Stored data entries
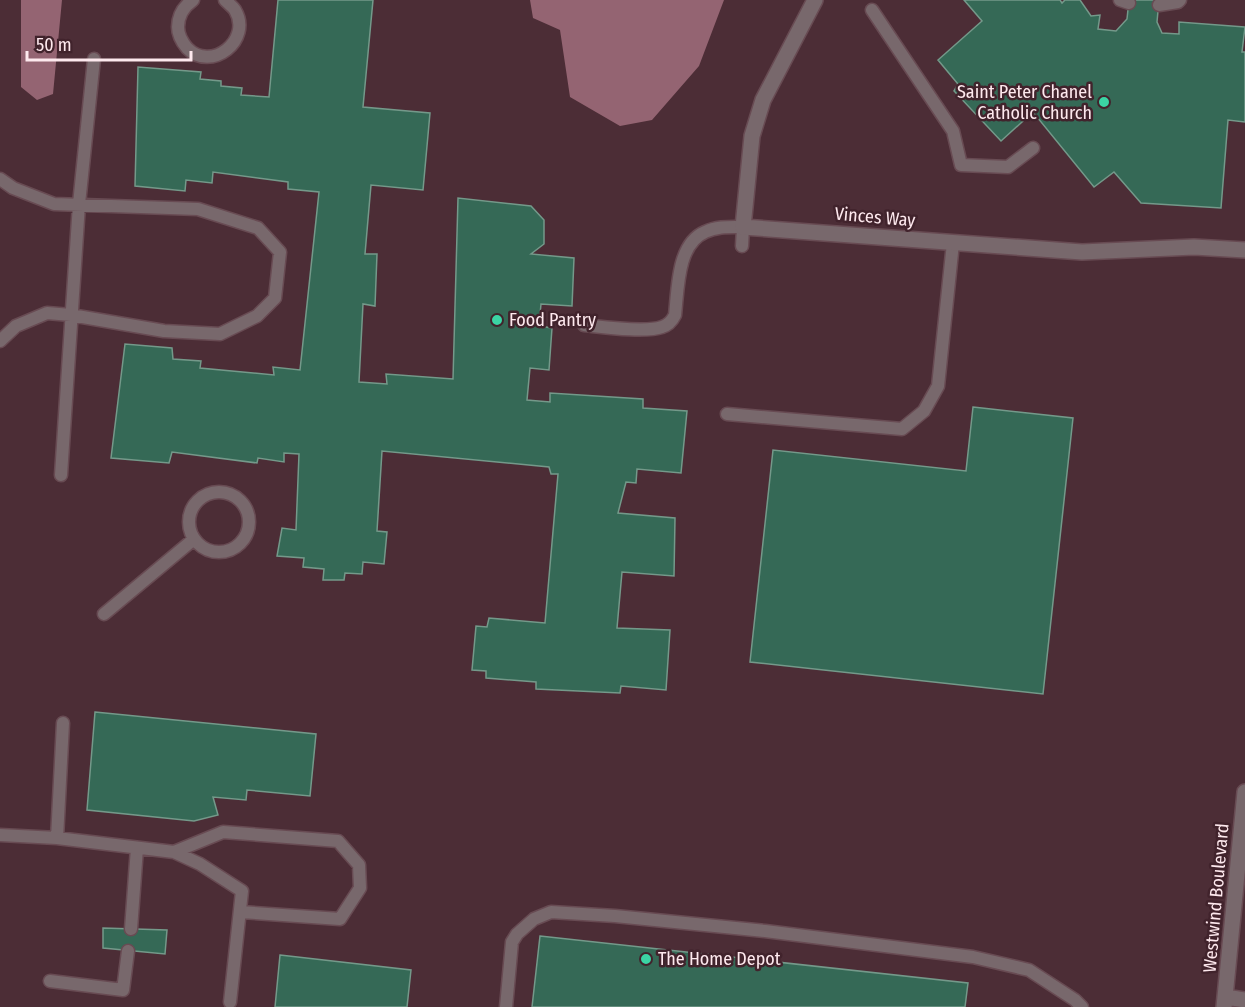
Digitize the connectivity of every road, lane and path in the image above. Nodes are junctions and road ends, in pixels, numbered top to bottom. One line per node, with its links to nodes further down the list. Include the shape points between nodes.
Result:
1 (225, 0): 4 (lane, via 235,10 240,24 237,38 229,50 204,57 191,52 178,30)
2 (815, 0): 11 (street, via 763,100 752,136)
3 (1180, 0): 5 (lane)
4 (186, 2)
5 (1159, 5)
6 (872, 10): 8 (lane, via 952,131 961,165 1008,167)
7 (94, 59): 10 (lane)
8 (1033, 148)
9 (0, 179): 10 (lane, via 54,204)
10 (79, 204): 15 (lane); 15 (lane, via 198,209 258,228 280,252 275,298 257,316 220,334 164,331)
11 (743, 227): 12 (street, Vinces Way); 13 (lane); 16 (lane, via 703,232 692,243 684,258 671,322 661,328 642,329)
12 (953, 243): 14 (street, Vinces Way, via 1082,252 1194,247); 18 (lane, via 938,387 924,411 902,429)
13 (742, 246)
14 (1245, 250)
15 (71, 315): 17 (lane, via 47,313 16,326); 19 (lane)
16 (584, 325)
17 (0, 341)
18 (727, 414)
19 (61, 475)
20 (194, 539): 20 (lane, via 189,514 196,502 218,492 231,494 241,502 248,514 248,528 242,541 217,552); 21 (lane)
21 (104, 614)
22 (63, 723): 25 (lane)
23 (1245, 792): 34 (street, Westwind Boulevard)
24 (0, 835): 25 (lane)
25 (57, 838): 26 (lane)
26 (137, 848): 27 (lane); 29 (lane)
27 (174, 852): 28 (lane, via 242,891); 28 (lane, via 223,832 338,840 359,864 360,888 340,919)
28 (241, 912): 33 (lane)
29 (131, 929)
30 (128, 951): 31 (lane, via 123,990)
31 (50, 981)
32 (1245, 999): 34 (street)
33 (230, 1002)
34 (1225, 1002)
35 (506, 1007): 36 (lane, via 512,942 534,920 551,912 765,931 973,957 1029,970)
36 (1082, 1007)

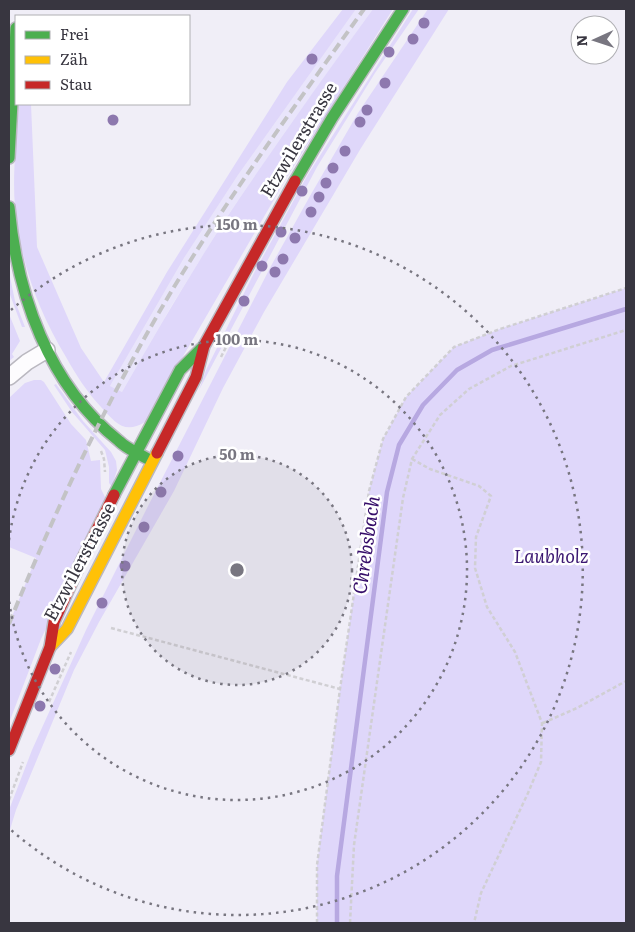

• REQUIRED ACTION:
Exclude all images and restate the records above word for word.

• SOLUTION:
Digitize the connectivity of every road, lane and path in the image above. Nodes are junctions and road ends, in pixels, numbered top to bottom. One line per node, with its links to nodes further down the list. Include the shape points between nodes.
Result:
1 (225, 0): 4 (lane, via 235,10 240,24 237,38 229,50 204,57 191,52 178,30)
2 (815, 0): 11 (street, via 763,100 752,136)
3 (1180, 0): 5 (lane)
4 (186, 2)
5 (1159, 5)
6 (872, 10): 8 (lane, via 952,131 961,165 1008,167)
7 (94, 59): 10 (lane)
8 (1033, 148)
9 (0, 179): 10 (lane, via 54,204)
10 (79, 204): 15 (lane); 15 (lane, via 198,209 258,228 280,252 275,298 257,316 220,334 164,331)
11 (743, 227): 12 (street, Vinces Way); 13 (lane); 16 (lane, via 703,232 692,243 684,258 671,322 661,328 642,329)
12 (953, 243): 14 (street, Vinces Way, via 1082,252 1194,247); 18 (lane, via 938,387 924,411 902,429)
13 (742, 246)
14 (1245, 250)
15 (71, 315): 17 (lane, via 47,313 16,326); 19 (lane)
16 (584, 325)
17 (0, 341)
18 (727, 414)
19 (61, 475)
20 (194, 539): 20 (lane, via 189,514 196,502 218,492 231,494 241,502 248,514 248,528 242,541 217,552); 21 (lane)
21 (104, 614)
22 (63, 723): 25 (lane)
23 (1245, 792): 34 (street, Westwind Boulevard)
24 (0, 835): 25 (lane)
25 (57, 838): 26 (lane)
26 (137, 848): 27 (lane); 29 (lane)
27 (174, 852): 28 (lane, via 242,891); 28 (lane, via 223,832 338,840 359,864 360,888 340,919)
28 (241, 912): 33 (lane)
29 (131, 929)
30 (128, 951): 31 (lane, via 123,990)
31 (50, 981)
32 (1245, 999): 34 (street)
33 (230, 1002)
34 (1225, 1002)
35 (506, 1007): 36 (lane, via 512,942 534,920 551,912 765,931 973,957 1029,970)
36 (1082, 1007)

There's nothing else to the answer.